Signal Processing and Speech Communication Laboratory
hometheses & projects › Automatic Speech Segmentation using Kaldi

Automatic Speech Segmentation using Kaldi

Master Thesis
Announcement date
06 Dec 2018
Simon Wasserfall
Research Areas


Automatic speech segmentation is an often used method to annotate large speech corpora. It can serve as a starting point for corpus-based linguistic studies. In contrast to segmenting read speech, the segmentation of spontaneous, conversational speech is a more challenging task. Spontaneously pronounced words contain phenomena of reduction, assimilation and deletion and the task is therefore more complex than read speech. In this thesis, automatic speech segmentation is performed for the GRASS corpus, which contains both read and conversational speech data of Austrian German. The approach chosen for the segmentation is a forced alignment with the state of the art toolkit Kaldi.
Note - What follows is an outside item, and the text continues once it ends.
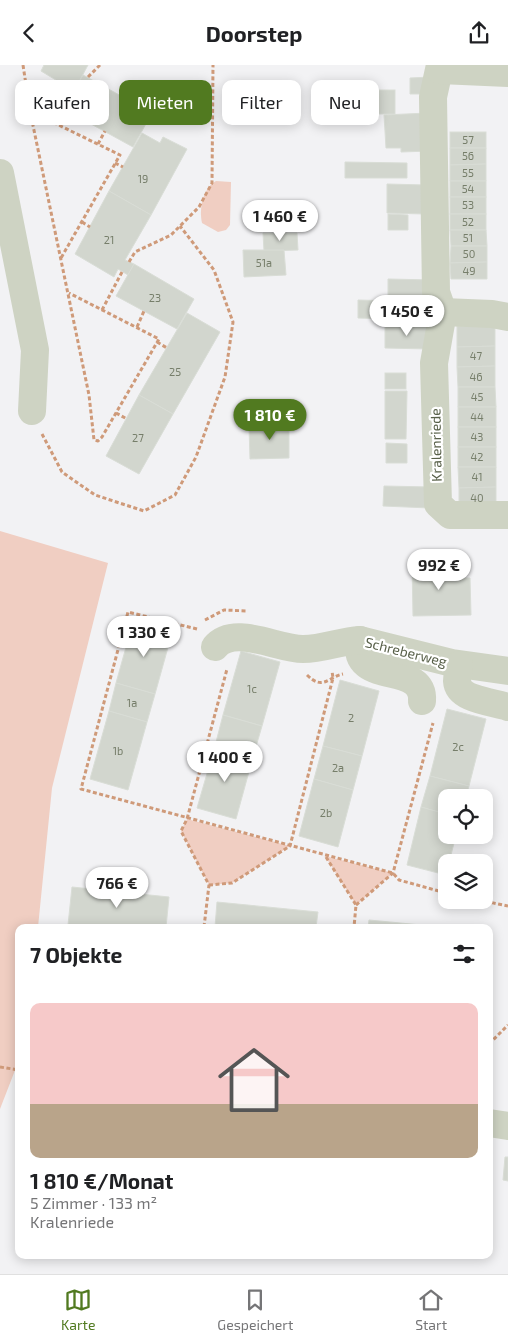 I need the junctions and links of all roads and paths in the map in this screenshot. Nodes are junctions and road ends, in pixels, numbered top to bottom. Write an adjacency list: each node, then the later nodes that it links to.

In addition to studying the impact of different frame-shifts during the acoustic modelling, also pronunciation modelling for Austrian German is a focus in this thesis. Pronunciation variation is modelled with a knowledge-based approach with the help of formalised phonological rules, resulting in a pronunciation lexicon. The results of a quantitative distance measure to reference alignments for the GRASS read speech component with 8.4%, is similar to previously reported values for the same speaking style. The analysis of the two speech style showed that the mean speechrate of conversational speech is more than twice as large as the mean speechrate of read speech.